WHAT TO PRODUCE
Repeat all of the records exactly, leaving out the pictures.

BEGIN INPUT DATA

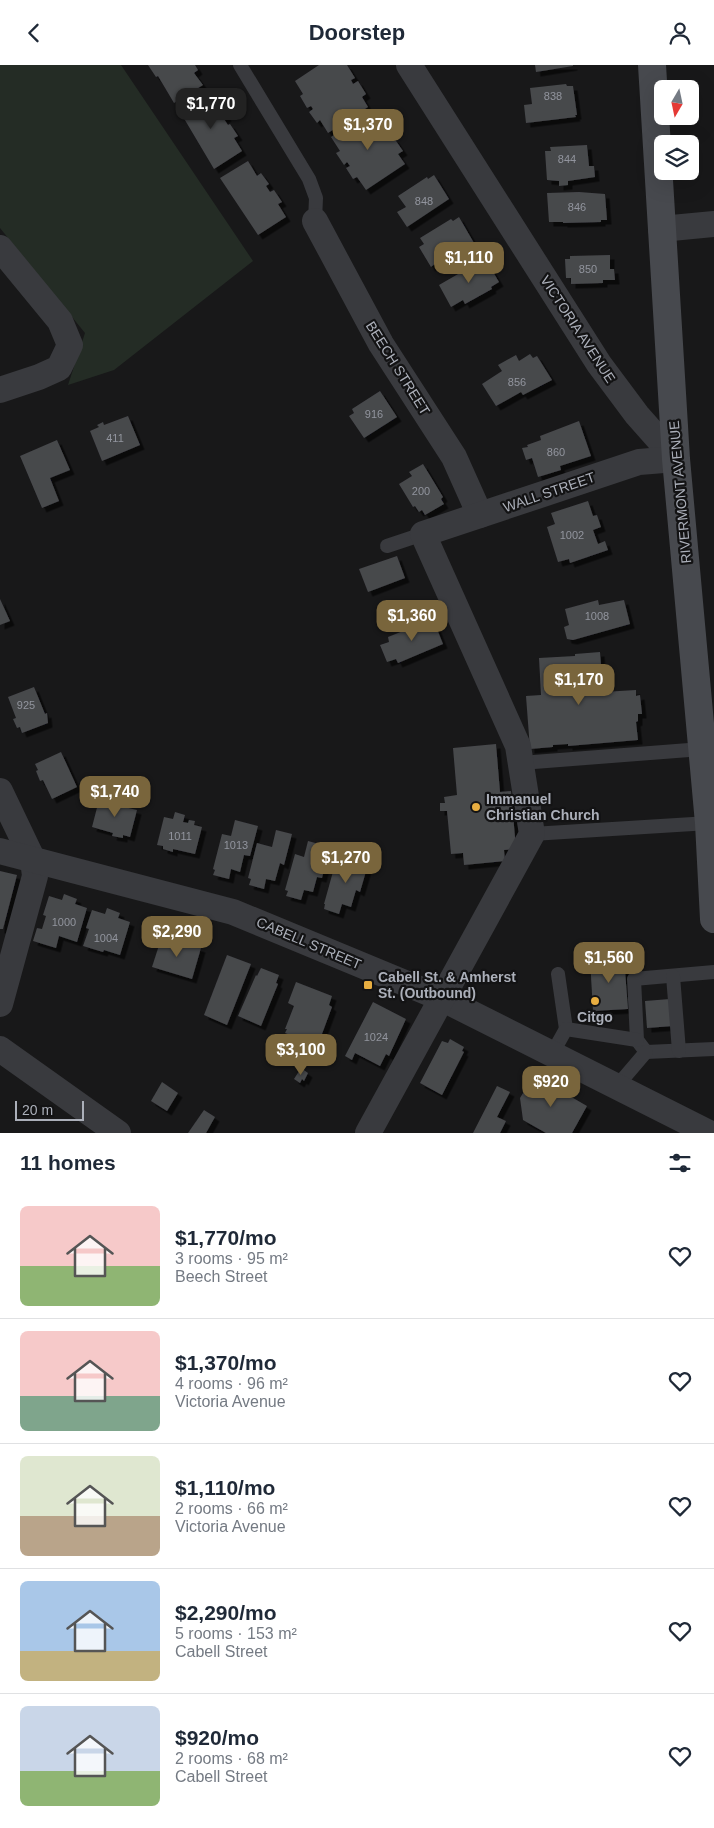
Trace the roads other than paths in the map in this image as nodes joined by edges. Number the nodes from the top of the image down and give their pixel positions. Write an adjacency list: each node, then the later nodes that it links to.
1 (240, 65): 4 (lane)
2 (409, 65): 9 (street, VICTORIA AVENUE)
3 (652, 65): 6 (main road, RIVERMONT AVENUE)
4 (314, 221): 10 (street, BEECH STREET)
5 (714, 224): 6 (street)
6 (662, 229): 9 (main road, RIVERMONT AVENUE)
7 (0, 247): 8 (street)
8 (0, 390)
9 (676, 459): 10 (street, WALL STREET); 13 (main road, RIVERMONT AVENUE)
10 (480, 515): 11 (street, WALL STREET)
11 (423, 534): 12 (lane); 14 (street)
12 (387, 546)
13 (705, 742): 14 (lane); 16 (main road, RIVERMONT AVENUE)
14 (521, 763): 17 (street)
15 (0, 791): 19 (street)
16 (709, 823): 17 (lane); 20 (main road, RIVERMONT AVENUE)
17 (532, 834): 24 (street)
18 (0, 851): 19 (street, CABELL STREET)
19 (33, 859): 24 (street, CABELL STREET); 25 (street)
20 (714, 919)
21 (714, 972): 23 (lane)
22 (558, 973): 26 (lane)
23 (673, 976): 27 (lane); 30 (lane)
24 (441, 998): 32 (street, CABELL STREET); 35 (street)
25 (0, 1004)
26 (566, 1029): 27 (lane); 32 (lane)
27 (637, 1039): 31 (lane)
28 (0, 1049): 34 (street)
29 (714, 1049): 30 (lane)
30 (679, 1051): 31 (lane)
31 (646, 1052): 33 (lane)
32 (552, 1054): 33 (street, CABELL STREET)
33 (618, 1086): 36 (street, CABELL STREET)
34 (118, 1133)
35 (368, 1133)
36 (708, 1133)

END INPUT DATA

COMPLETED EXERCISE
Trace the roads other than paths in the map in this image as nodes joined by edges. Number the nodes from the top of the image down and give their pixel positions. Write an adjacency list: each node, then the later nodes that it links to.
1 (240, 65): 4 (lane)
2 (409, 65): 9 (street, VICTORIA AVENUE)
3 (652, 65): 6 (main road, RIVERMONT AVENUE)
4 (314, 221): 10 (street, BEECH STREET)
5 (714, 224): 6 (street)
6 (662, 229): 9 (main road, RIVERMONT AVENUE)
7 (0, 247): 8 (street)
8 (0, 390)
9 (676, 459): 10 (street, WALL STREET); 13 (main road, RIVERMONT AVENUE)
10 (480, 515): 11 (street, WALL STREET)
11 (423, 534): 12 (lane); 14 (street)
12 (387, 546)
13 (705, 742): 14 (lane); 16 (main road, RIVERMONT AVENUE)
14 (521, 763): 17 (street)
15 (0, 791): 19 (street)
16 (709, 823): 17 (lane); 20 (main road, RIVERMONT AVENUE)
17 (532, 834): 24 (street)
18 (0, 851): 19 (street, CABELL STREET)
19 (33, 859): 24 (street, CABELL STREET); 25 (street)
20 (714, 919)
21 (714, 972): 23 (lane)
22 (558, 973): 26 (lane)
23 (673, 976): 27 (lane); 30 (lane)
24 (441, 998): 32 (street, CABELL STREET); 35 (street)
25 (0, 1004)
26 (566, 1029): 27 (lane); 32 (lane)
27 (637, 1039): 31 (lane)
28 (0, 1049): 34 (street)
29 (714, 1049): 30 (lane)
30 (679, 1051): 31 (lane)
31 (646, 1052): 33 (lane)
32 (552, 1054): 33 (street, CABELL STREET)
33 (618, 1086): 36 (street, CABELL STREET)
34 (118, 1133)
35 (368, 1133)
36 (708, 1133)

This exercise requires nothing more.